You are viewing a plain text version of this content. The canonical link for it is here.
Posted to issues@spark.apache.org by "Emlyn Corrin (JIRA)" <ji...@apache.org> on 2018/04/23 07:40:00 UTC
[jira] [Created] (SPARK-24051) Incorrect results
Emlyn Corrin created SPARK-24051:
------------------------------------
Summary: Incorrect results
Key: SPARK-24051
URL: https://issues.apache.org/jira/browse/SPARK-24051
Project: Spark
Issue Type: Bug
Components: SQL
Affects Versions: 2.3.0
Reporter: Emlyn Corrin
I'm seeing Spark 2.3.0 return incorrect results for a certain (very specific) query, demonstrated by the Java program below.

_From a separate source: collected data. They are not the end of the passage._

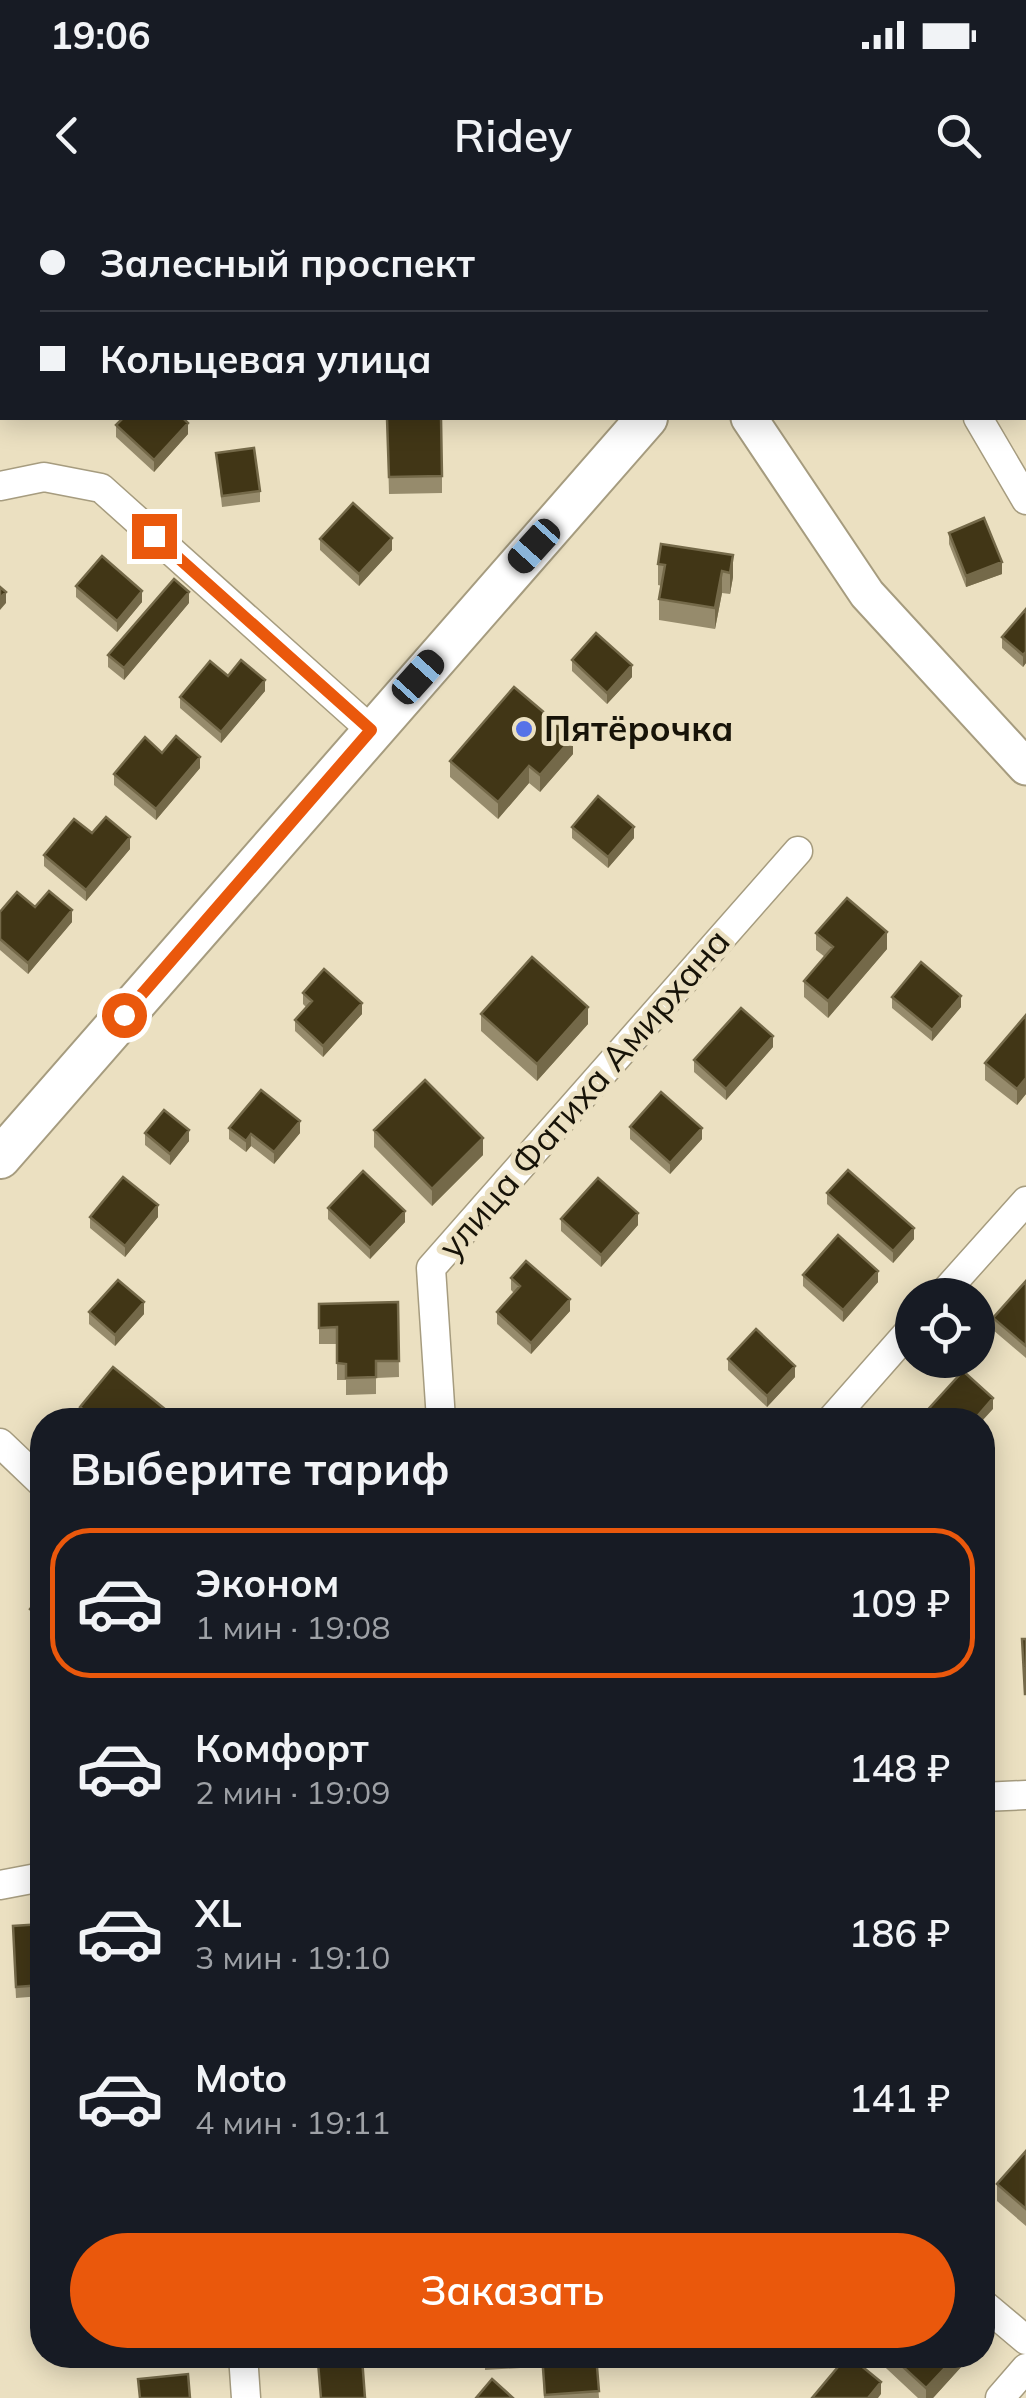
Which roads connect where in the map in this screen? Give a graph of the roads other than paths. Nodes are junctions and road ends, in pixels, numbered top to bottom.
1 (645, 420) edge
2 (750, 420) edge
3 (979, 420) edge
4 (0, 486) edge
5 (1026, 500) edge
6 (371, 730) junction
7 (1026, 766) edge
8 (798, 851) dead end
9 (0, 1158) edge
10 (1026, 1201) edge
11 (957, 1278) edge
12 (895, 1347) edge
13 (439, 1408) edge
14 (841, 1408) edge
15 (0, 1443) edge
16 (30, 1472) edge
17 (1026, 1795) edge
18 (995, 1796) edge
19 (30, 1879) edge
20 (0, 1884) edge
21 (995, 2315) edge
22 (1026, 2340) edge
23 (243, 2368) edge
24 (1026, 2368) edge
25 (246, 2398) edge
26 (1000, 2398) edge

1 - 6 main road
2 - 7 street
3 - 5 street
4 - 6 street
6 - 9 main road
8 - 13 street, улица Фатиха Амирхана
10 - 11 street
12 - 14 street
15 - 16 street
17 - 18 street
19 - 20 street
21 - 22 street
23 - 25 street
24 - 26 street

It was simplified from a much more complex query, but I'm having trouble simplifying it further without removing the erroneous behaviour.
{code:java}
package sparktest;
import org.apache.spark.SparkConf;
import org.apache.spark.sql.*;
import org.apache.spark.sql.expressions.Window;
import org.apache.spark.sql.types.DataTypes;
import org.apache.spark.sql.types.Metadata;
import org.apache.spark.sql.types.StructField;
import org.apache.spark.sql.types.StructType;
import java.util.Arrays;
public class Main {
public static void main(String[] args) {
SparkConf conf = new SparkConf()
.setAppName("SparkTest")
.setMaster("local[*]");
SparkSession session = SparkSession.builder().config(conf).getOrCreate();
Row[] arr1 = new Row[]{
RowFactory.create(1, 42),
RowFactory.create(2, 99)};
StructType sch1 = new StructType(new StructField[]{
new StructField("a", DataTypes.IntegerType, true, Metadata.empty()),
new StructField("b", DataTypes.IntegerType, true, Metadata.empty())});
Dataset<Row> ds1 = session.createDataFrame(Arrays.asList(arr1), sch1);
ds1.show();
Row[] arr2 = new Row[]{
RowFactory.create(3)};
StructType sch2 = new StructType(new StructField[]{
new StructField("a", DataTypes.IntegerType, true, Metadata.empty())});
Dataset<Row> ds2 = session.createDataFrame(Arrays.asList(arr2), sch2)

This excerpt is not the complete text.